The Purpose of Dreaming: How to Hope

There’s a weird cultural trend happening right now called “manifestation.” It’s all about visualizing what you want to accomplish or what you want your life to be and acting as if it were already true in order to bring it to life. 

You’re told to speak, think, dream, and journal about this future life and watch as it unfolds. One post I read said, “Everything that is occurring in your life right now can be directly traced back to thoughts, feelings or beliefs you (consciously or unconsciously) practiced in the past. “

I can see why this is trendy. It’s exciting to think about accomplishing your goals and people love to be told to dream big and shoot for the stars. But it’s also terrible advice and I hate it. So I thought we’d talk about that today.

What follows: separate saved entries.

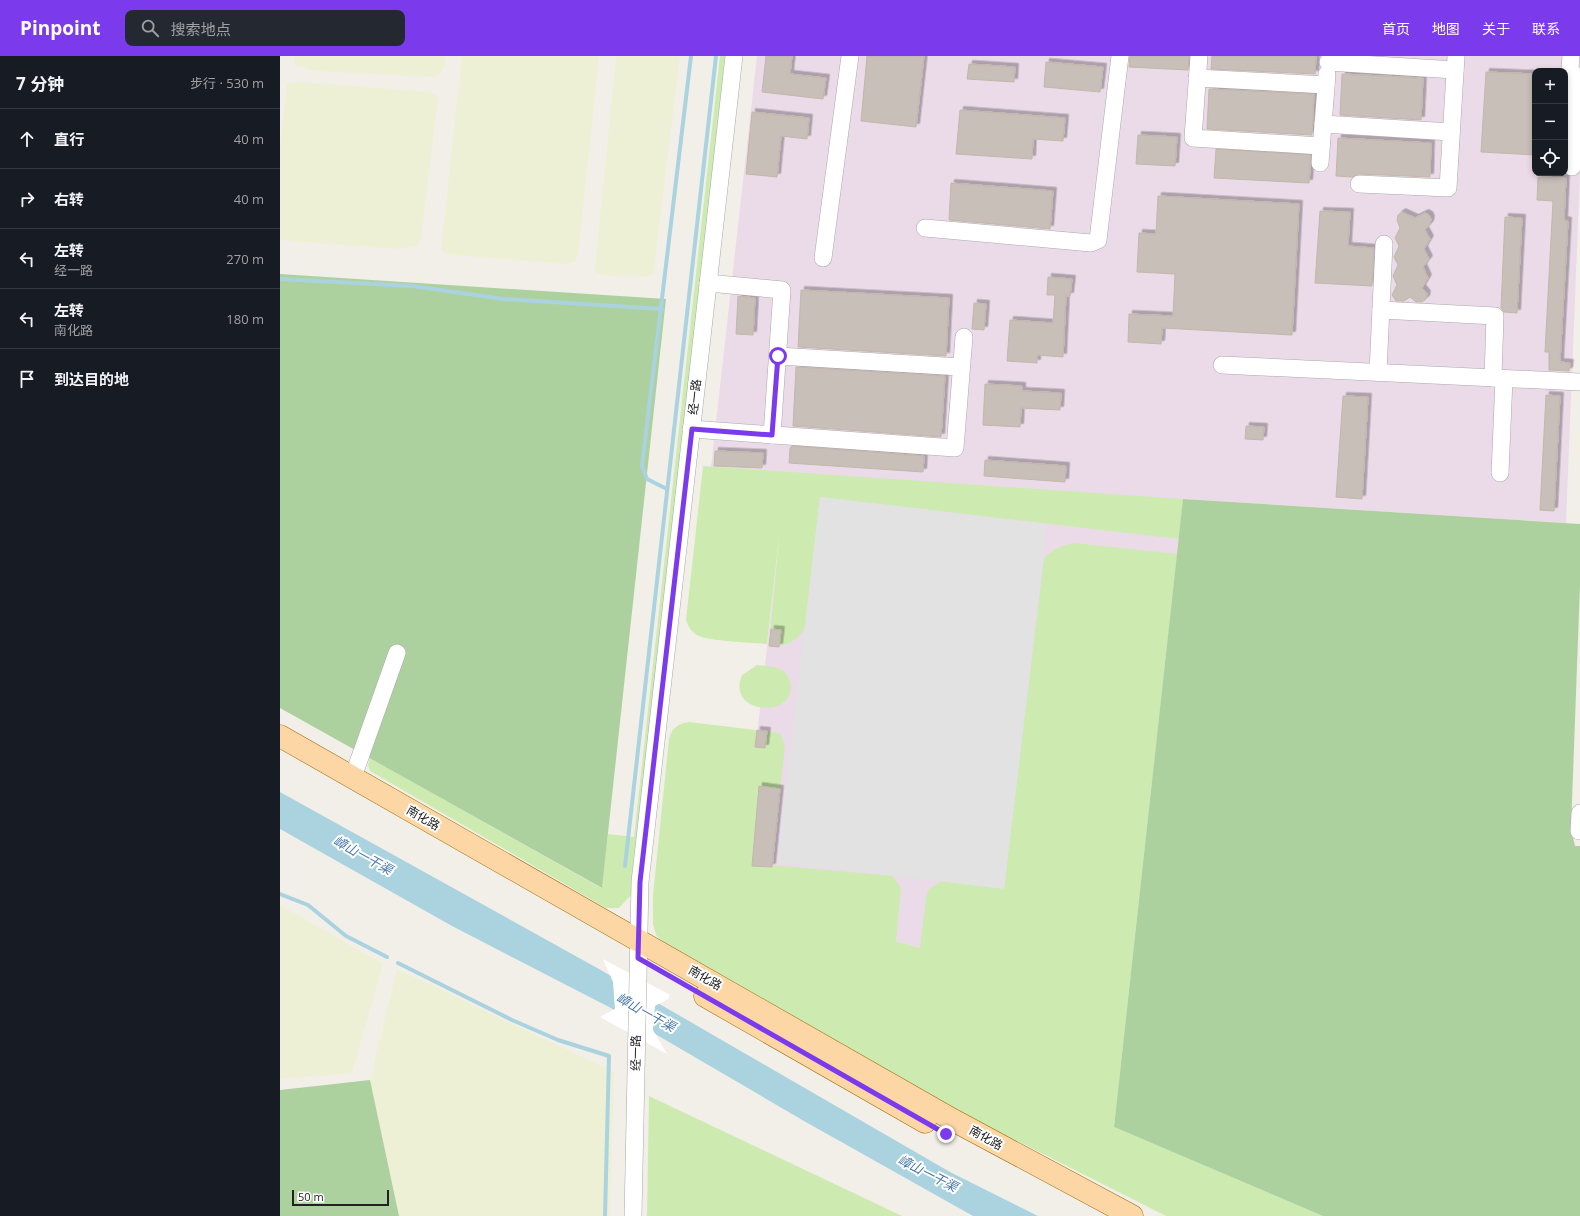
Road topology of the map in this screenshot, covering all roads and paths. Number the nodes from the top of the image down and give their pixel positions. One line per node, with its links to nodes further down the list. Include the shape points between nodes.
1 (734, 56): 20 (street, 经一路)
2 (850, 56): 19 (street)
3 (1120, 56): 17 (street, via 1098,240 1091,243)
4 (1199, 56): 8 (street)
5 (1571, 56): 10 (street, via 1570,69 1576,78)
6 (1328, 59): 7 (street); 9 (street)
7 (1456, 63): 12 (street)
8 (1197, 78): 9 (street); 13 (street, via 1193,138)
9 (1326, 85): 11 (street)
10 (1577, 116): 15 (street)
11 (1323, 124): 12 (street); 13 (street)
12 (1451, 132): 16 (street, via 1448,188)
13 (1321, 146): 14 (street)
14 (1320, 163)
15 (1572, 167)
16 (1360, 184)
17 (925, 228)
18 (1384, 244): 21 (street)
19 (822, 258)
20 (708, 283): 23 (street, via 782,290); 29 (street, 经一路)
21 (1381, 310): 26 (street); 27 (street, via 1496,316)
22 (964, 337): 25 (street)
23 (778, 356): 25 (street); 30 (street)
24 (1222, 365): 26 (street)
25 (961, 367): 30 (street, via 955,448)
26 (1378, 372): 27 (street)
27 (1498, 378): 28 (street); 31 (street)
28 (1580, 382)
29 (692, 429): 30 (street); 38 (street, 经一路, via 640,882)
30 (772, 435)
31 (1500, 473)
32 (397, 653): 35 (street)
33 (280, 736): 35 (main road, 南化路)
34 (280, 753): 38 (main road, 南化路)
35 (353, 777): 38 (main road, 南化路)
36 (1580, 813): 37 (street)
37 (1579, 831)
38 (638, 959): 39 (street, 经一路); 40 (main road, 南化路, via 953,1137); 41 (main road, 南化路, via 960,1124)
39 (633, 1216)
40 (1103, 1216)
41 (1132, 1216)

I’m in dreamer mode big time right now. Steven and I are talking seriously about whether or not we should move and if so, to where. (Welcoming all suggestions.) And that leads me to dream about a new and different life. One with more space and a real kitchen (!!!) that’s maybe closer to my family and doesn’t have such bad winters. 

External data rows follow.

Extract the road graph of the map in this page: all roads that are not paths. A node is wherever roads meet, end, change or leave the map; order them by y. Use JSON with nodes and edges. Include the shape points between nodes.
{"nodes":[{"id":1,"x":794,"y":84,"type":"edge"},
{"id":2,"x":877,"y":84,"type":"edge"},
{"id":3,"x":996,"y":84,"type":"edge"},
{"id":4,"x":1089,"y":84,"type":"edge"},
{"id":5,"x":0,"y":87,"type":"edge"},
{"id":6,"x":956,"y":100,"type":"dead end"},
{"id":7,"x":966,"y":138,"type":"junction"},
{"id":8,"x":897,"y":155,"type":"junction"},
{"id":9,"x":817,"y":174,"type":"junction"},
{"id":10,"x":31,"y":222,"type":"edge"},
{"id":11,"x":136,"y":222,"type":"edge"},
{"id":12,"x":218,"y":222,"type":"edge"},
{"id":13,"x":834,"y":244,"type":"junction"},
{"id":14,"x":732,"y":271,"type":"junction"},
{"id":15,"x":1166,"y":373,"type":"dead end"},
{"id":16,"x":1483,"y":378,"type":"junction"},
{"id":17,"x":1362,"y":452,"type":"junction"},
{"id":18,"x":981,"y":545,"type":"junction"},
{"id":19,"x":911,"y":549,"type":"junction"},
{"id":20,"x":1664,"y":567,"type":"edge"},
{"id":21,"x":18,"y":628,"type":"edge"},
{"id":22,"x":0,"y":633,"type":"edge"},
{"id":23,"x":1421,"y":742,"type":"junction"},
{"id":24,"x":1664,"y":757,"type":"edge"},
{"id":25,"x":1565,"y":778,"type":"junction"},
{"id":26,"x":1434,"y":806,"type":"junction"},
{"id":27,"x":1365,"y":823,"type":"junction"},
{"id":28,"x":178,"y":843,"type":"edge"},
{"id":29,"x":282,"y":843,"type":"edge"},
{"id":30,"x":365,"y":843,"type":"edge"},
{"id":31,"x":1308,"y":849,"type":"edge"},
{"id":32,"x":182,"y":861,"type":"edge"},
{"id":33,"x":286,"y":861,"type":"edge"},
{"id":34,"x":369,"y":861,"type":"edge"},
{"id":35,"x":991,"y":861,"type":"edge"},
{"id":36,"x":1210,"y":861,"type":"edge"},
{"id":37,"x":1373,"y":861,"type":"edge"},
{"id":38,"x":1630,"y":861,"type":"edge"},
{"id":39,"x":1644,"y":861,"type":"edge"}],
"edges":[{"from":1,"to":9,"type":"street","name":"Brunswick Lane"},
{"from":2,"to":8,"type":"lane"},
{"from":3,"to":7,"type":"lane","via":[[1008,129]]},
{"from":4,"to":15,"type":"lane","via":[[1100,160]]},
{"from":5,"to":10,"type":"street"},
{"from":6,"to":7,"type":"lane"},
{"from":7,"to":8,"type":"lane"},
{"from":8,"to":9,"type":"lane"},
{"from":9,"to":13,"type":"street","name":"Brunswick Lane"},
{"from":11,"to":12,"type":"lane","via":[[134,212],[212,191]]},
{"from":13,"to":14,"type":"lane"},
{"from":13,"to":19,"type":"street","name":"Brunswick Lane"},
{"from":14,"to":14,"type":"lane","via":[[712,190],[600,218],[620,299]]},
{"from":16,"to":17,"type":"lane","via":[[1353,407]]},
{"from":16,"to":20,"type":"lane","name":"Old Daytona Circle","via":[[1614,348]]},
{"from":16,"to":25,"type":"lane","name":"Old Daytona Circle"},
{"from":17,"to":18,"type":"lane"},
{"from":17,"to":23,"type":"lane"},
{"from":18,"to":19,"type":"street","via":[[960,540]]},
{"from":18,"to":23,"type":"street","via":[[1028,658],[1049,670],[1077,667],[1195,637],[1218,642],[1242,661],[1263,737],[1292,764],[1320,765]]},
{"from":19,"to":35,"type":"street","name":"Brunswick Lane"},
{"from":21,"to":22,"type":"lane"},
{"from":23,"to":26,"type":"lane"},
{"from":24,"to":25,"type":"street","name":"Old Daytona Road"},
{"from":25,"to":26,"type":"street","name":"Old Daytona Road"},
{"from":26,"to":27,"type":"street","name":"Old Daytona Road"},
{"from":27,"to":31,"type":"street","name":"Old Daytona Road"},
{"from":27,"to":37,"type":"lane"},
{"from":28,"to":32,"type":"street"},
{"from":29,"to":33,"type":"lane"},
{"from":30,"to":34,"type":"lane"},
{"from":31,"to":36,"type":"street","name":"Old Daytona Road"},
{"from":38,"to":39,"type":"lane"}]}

But I’m also dreaming about my career and what I want to do long-term. I’ve got a few ideas buzzing around that feel big and scary. But the good kind of scary. The kind that’s exciting and daydream-inducing. 

And of course I always dream about being a writer. No matter how impossible I know that reality to be. 

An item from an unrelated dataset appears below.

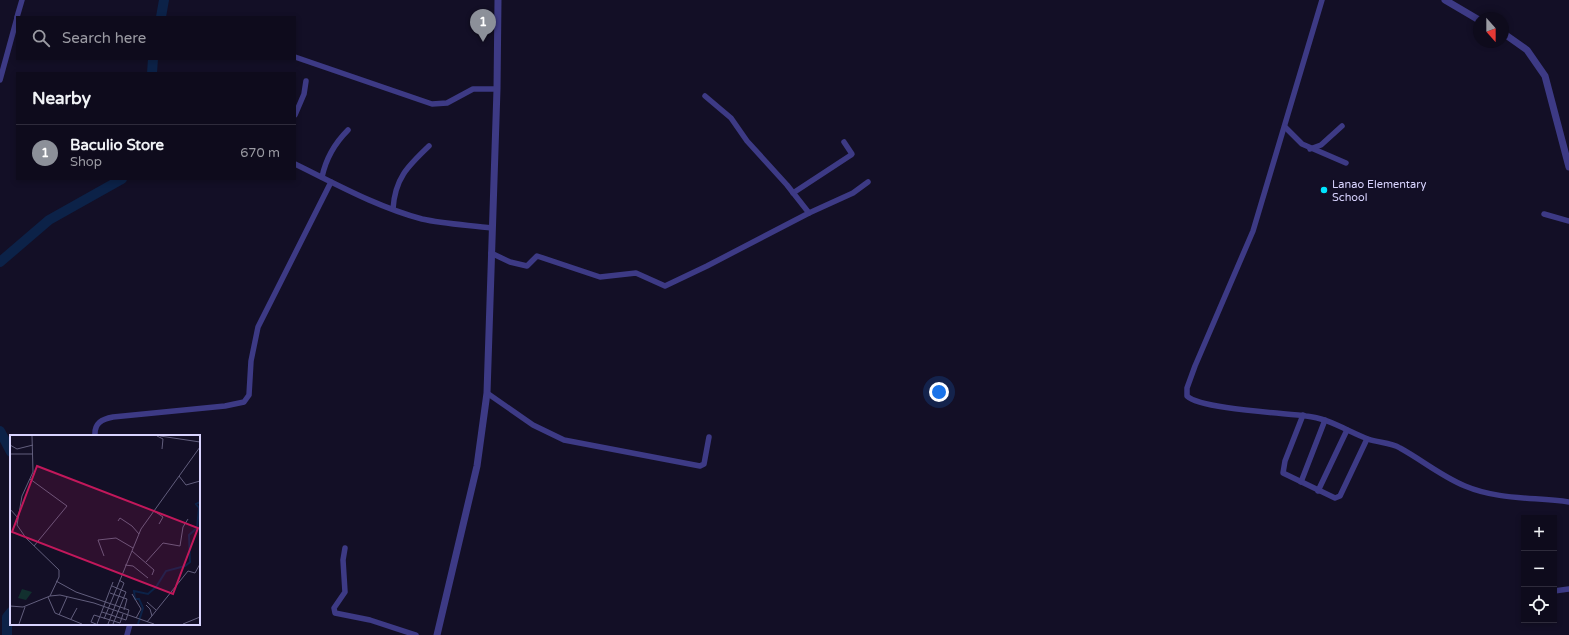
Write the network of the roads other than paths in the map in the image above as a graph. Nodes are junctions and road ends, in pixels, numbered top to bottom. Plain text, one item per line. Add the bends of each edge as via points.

As I write this, I’m aware of how vulnerable it is to talk about your dreams. I wrote last week about writing for communion over content and set a goal for this year to be more earnest and forthright with my feelings. But even still, it’s hard to admit these things to anyone. I immediately feel foolish. Fearing that none of them will come true and I will look stupid or that people will read this and roll their eyes. (Please don’t, I’m soft.)

So I can understand the thrill that must come from owning your dreams and not feeling sheepish about them. I can see how empowering it must be to “manifest” your future and believe that it will come true.

But that’s not how it works.

I mean, I hope not. The only thing scarier than being vulnerable on the internet is the belief that everything in my life can be “directly traced back to thoughts, feelings, or beliefs consciously or unconsciously practiced in the past.” I am a sinner who struggles with depression. Do you have any idea how bleak my future would look if my thoughts could control it?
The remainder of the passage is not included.